## Data to process

****************

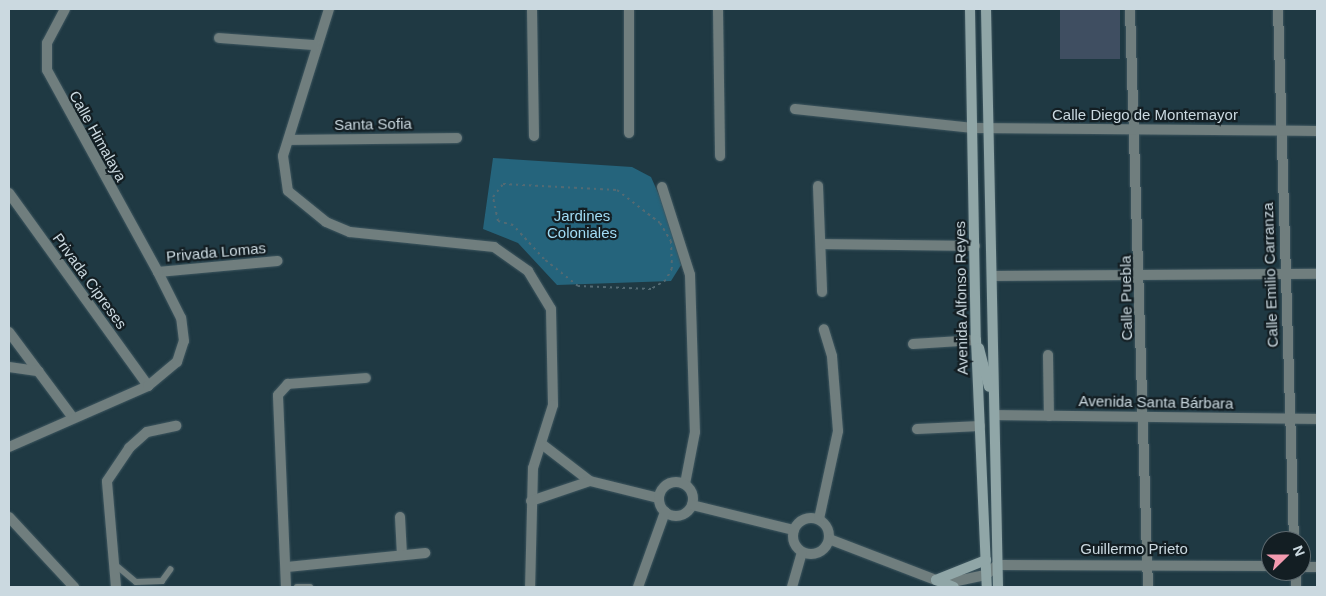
<!DOCTYPE html>
<html>
<head>
<meta charset="utf-8">
<style>
  body { margin:0 }
  #map { position:relative; width:1326px; height:596px; overflow:hidden; background:#1f3943; font-family:Arial,sans-serif }
  div>[style] { position:absolute }
  [style*='--x'] { left:calc(var(--x)*1px); top:calc(var(--y)*1px); width:calc(var(--w)*1px); rotate:calc(var(--a)*1deg) }
  .green>* { inset:0; background:#25647c }
  .building>* { inset:0; background:#3f4e61; transform-origin:0 0 }
  .path>* { height:2px; margin-top:-1px; transform-origin:0; background:repeating-linear-gradient(90deg,#536a73 0 2.5px,transparent 0 6.5px) }
  .roads { filter:drop-shadow(0 0 1px #3e565f) drop-shadow(0 0 1px #3e565f) }
  .service>* { height:5.5px; margin:-2.75px; padding:0 2.75px; transform-origin:2.75px; border-radius:2.75px; background:#707e7e }
  .minor>* { height:10px; margin:-5px; padding:0 5px; transform-origin:5px; border-radius:5px; background:#707e7e }
  .minor>.ring { margin:-5px; padding:0; box-sizing:content-box; background:none; border:10px solid #707e7e; border-radius:50% }
  .tertiary>* { height:10px; margin:-5px; padding:0 5px; transform-origin:5px; border-radius:5px; background:#707e7e }
  .secondary>* { height:10px; margin:-5px; padding:0 5px; transform-origin:5px; border-radius:5px; background:#90a6a7 }
  span { translate:-50% -50%; white-space:nowrap; text-align:center; line-height:1.15; -webkit-text-stroke:4.5px #131e23; paint-order:stroke }
  .street-label { font-size:15px; color:#cbd9e0 }
  .park-label { font-size:15px; color:#a1dcf5 }
  .frame { position:absolute; inset:0; border:10px solid #cbd9e0; pointer-events:none }
  .north { position:absolute; left:1261px; top:531px; width:50px; height:50px; box-sizing:border-box; background:#131e23; border:1px solid #5d696f; border-radius:50%; rotate:68deg; font-size:14px; font-weight:700; line-height:20px; text-align:center; color:#cbd9e0 }
  .north::after { content:''; display:block; margin:auto; width:18px; height:22px; background:#f29aaf; clip-path:polygon(50% 0,100% 100%,50% 72%,0 100%) }
</style>
</head>
<body>
<div id="map">
  <div class="green">
    <div style="clip-path:polygon(493px 158px,632px 167px,651px 177px,670px 220px,681px 265px,671px 281px,557px 285px,518px 243px,483px 229px)"></div>
  </div>
  <div class="building">
    <div style="left:1060px;top:9px;width:60px;height:50px"></div>
  </div>
  <div class="path">
    <div style="--x:503;--y:184;--w:114;--a:3"></div>
    <div style="--x:617;--y:190;--w:54;--a:37.5"></div>
    <div style="--x:660;--y:223;--w:21;--a:59"></div>
    <div style="--x:671;--y:241;--w:27;--a:88"></div>
    <div style="--x:672;--y:268;--w:13;--a:117"></div>
    <div style="--x:666;--y:280;--w:17;--a:149"></div>
    <div style="--x:651;--y:289;--w:73;--a:-177.6"></div>
    <div style="--x:578;--y:286;--w:43;--a:-141.5"></div>
    <div style="--x:544;--y:259;--w:46;--a:-132.4"></div>
    <div style="--x:513;--y:225;--w:16;--a:-165"></div>
    <div style="--x:498;--y:221;--w:25;--a:-102"></div>
    <div style="--x:493;--y:197;--w:16;--a:-52"></div>
  </div>
  <div class="roads">
    <div class="service">
      <div style="--x:116;--y:565;--w:26;--a:40"></div>
      <div style="--x:136;--y:582;--w:26;--a:-2"></div>
      <div style="--x:162;--y:581;--w:14;--a:-54"></div>
      <div style="--x:297;--y:587;--w:13;--a:0"></div>
    </div>
    <div class="minor">
      <div style="--x:329;--y:9;--w:154;--a:107.4"></div>
      <div style="--x:283;--y:156;--w:35;--a:82"></div>
      <div style="--x:288;--y:191;--w:49;--a:39.2"></div>
      <div style="--x:326;--y:222;--w:26;--a:23"></div>
      <div style="--x:350;--y:232;--w:145;--a:5.9"></div>
      <div style="--x:494;--y:247;--w:42;--a:35.2"></div>
      <div style="--x:528;--y:271;--w:44;--a:58.8"></div>
      <div style="--x:551;--y:309;--w:96;--a:88.8"></div>
      <div style="--x:553;--y:405;--w:66;--a:107.6"></div>
      <div style="--x:533;--y:468;--w:119;--a:91.4"></div>
      <div style="--x:532;--y:9;--w:127;--a:89.1"></div>
      <div style="--x:629;--y:9;--w:124;--a:90"></div>
      <div style="--x:718;--y:9;--w:147;--a:89.2"></div>
      <div style="--x:1130;--y:9;--w:578;--a:88.22"></div>
      <div style="--x:1278;--y:9;--w:532;--a:88.28"></div>
      <div style="--x:219;--y:38;--w:96;--a:4.2"></div>
      <div style="--x:795;--y:109;--w:179;--a:6.1"></div>
      <div style="--x:973;--y:128;--w:344;--a:0.5"></div>
      <div style="--x:289;--y:140;--w:168;--a:-0.7"></div>
      <div style="--x:818;--y:186;--w:106;--a:87.8"></div>
      <div style="--x:662;--y:187;--w:92;--a:72.3"></div>
      <div style="--x:690;--y:275;--w:157;--a:88.2"></div>
      <div style="--x:695;--y:432;--w:53;--a:100.9"></div>
      <div style="--x:9;--y:193;--w:238;--a:54.2"></div>
      <div style="--x:821;--y:244;--w:154;--a:0.7"></div>
      <div style="--x:158;--y:272;--w:120;--a:-5.3"></div>
      <div style="--x:992;--y:276;--w:325;--a:-0.4"></div>
      <div style="--x:9;--y:332;--w:107;--a:53.3"></div>
      <div style="--x:913;--y:344;--w:63;--a:-3.6"></div>
      <div style="--x:1048;--y:355;--w:61;--a:89.1"></div>
      <div style="--x:9;--y:367;--w:30;--a:8"></div>
      <div style="--x:917;--y:429;--w:63;--a:-2.7"></div>
      <div style="--x:543;--y:445;--w:59;--a:37.5"></div>
      <div style="--x:590;--y:481;--w:70;--a:14"></div>
      <div style="--x:9;--y:447;--w:152;--a:-23.7"></div>
      <div style="--x:148;--y:386;--w:38;--a:-40"></div>
      <div style="--x:177;--y:362;--w:22;--a:-72"></div>
      <div style="--x:184;--y:341;--w:23;--a:-97"></div>
      <div style="--x:181;--y:318;--w:51;--a:-116.6"></div>
      <div style="--x:158;--y:272;--w:230;--a:-118.8"></div>
      <div style="--x:47;--y:70;--w:27;--a:-90"></div>
      <div style="--x:47;--y:43;--w:38;--a:-62"></div>
      <div class="ring" style="left:659px;top:482px;width:24px;height:24px"></div>
      <div style="--x:531;--y:501;--w:62;--a:-18.7"></div>
      <div style="--x:692;--y:505;--w:105;--a:13.8"></div>
      <div style="--x:9;--y:517;--w:96;--a:47.1"></div>
      <div style="--x:400;--y:517;--w:38;--a:87"></div>
      <div class="ring" style="left:793px;top:518px;width:26px;height:26px"></div>
      <div style="--x:819;--y:519;--w:90;--a:-77.8"></div>
      <div style="--x:838;--y:431;--w:75;--a:-94.6"></div>
      <div style="--x:832;--y:356;--w:28;--a:-107"></div>
      <div style="--x:829;--y:539;--w:115;--a:21"></div>
      <div style="--x:936;--y:580;--w:21;--a:3"></div>
      <div style="--x:957;--y:581;--w:30;--a:-12"></div>
      <div style="--x:986;--y:575;--w:15;--a:-42"></div>
      <div style="--x:997;--y:565;--w:274;--a:0.2"></div>
      <div style="--x:287;--y:567;--w:139;--a:-5.8"></div>
      <div style="--x:1301;--y:567;--w:16;--a:0"></div>
      <div style="--x:1296;--y:571;--w:16;--a:90"></div>
      <div style="--x:116;--y:587;--w:106;--a:-94.9"></div>
      <div style="--x:107;--y:481;--w:40;--a:-56"></div>
      <div style="--x:129;--y:448;--w:24;--a:-42"></div>
      <div style="--x:147;--y:432;--w:30;--a:-12"></div>
      <div style="--x:286;--y:587;--w:192;--a:-92.4"></div>
      <div style="--x:278;--y:395;--w:15;--a:-48"></div>
      <div style="--x:288;--y:384;--w:78;--a:-4.4"></div>
      <div style="--x:638;--y:587;--w:80;--a:-70.2"></div>
      <div style="--x:792;--y:587;--w:36;--a:-74"></div>
    </div>
    <div class="tertiary">
      <div style="--x:995;--y:415;--w:322;--a:0.7"></div>
    </div>
    <div class="secondary">
      <div style="--x:970;--y:9;--w:331;--a:89"></div>
      <div style="--x:976;--y:340;--w:247;--a:87.5"></div>
      <div style="--x:986;--y:9;--w:578;--a:88.81"></div>
      <div style="--x:979;--y:348;--w:40;--a:75.6"></div>
      <div style="--x:936;--y:580;--w:54;--a:-21.8"></div>
      <div style="--x:936;--y:580;--w:19;--a:21"></div>
    </div>
  </div>
  <div class="street-label">
    <span style="left:1145px;top:115px">Calle Diego de Montemayor</span>
    <span style="left:373px;top:124px;rotate:-1deg">Santa Sofia</span>
    <span style="left:98px;top:136px;rotate:61deg">Calle Himalaya</span>
    <span style="left:216px;top:252px;rotate:-5deg">Privada Lomas</span>
    <span style="left:1270px;top:275px;rotate:-92deg">Calle Emilio Carranza</span>
    <span style="left:90px;top:281px;rotate:54deg">Privada Cipreses</span>
    <span style="left:961px;top:298px;rotate:-91deg">Avenida Alfonso Reyes</span>
    <span style="left:1126px;top:298px;rotate:-91deg">Calle Puebla</span>
    <span style="left:1156px;top:402px;rotate:1deg">Avenida Santa Bárbara</span>
    <span style="left:1134px;top:549px">Guillermo Prieto</span>
  </div>
  <div class="park-label">
    <span style="left:582px;top:224px">Jardines<br>Coloniales</span>
  </div>
  <div class="frame"></div>
  <div class="north">N</div>
</div>
</body>
</html>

****************

## The task
What is the number of lines above that contain "green"? Answer with that number only.

## Your solution
2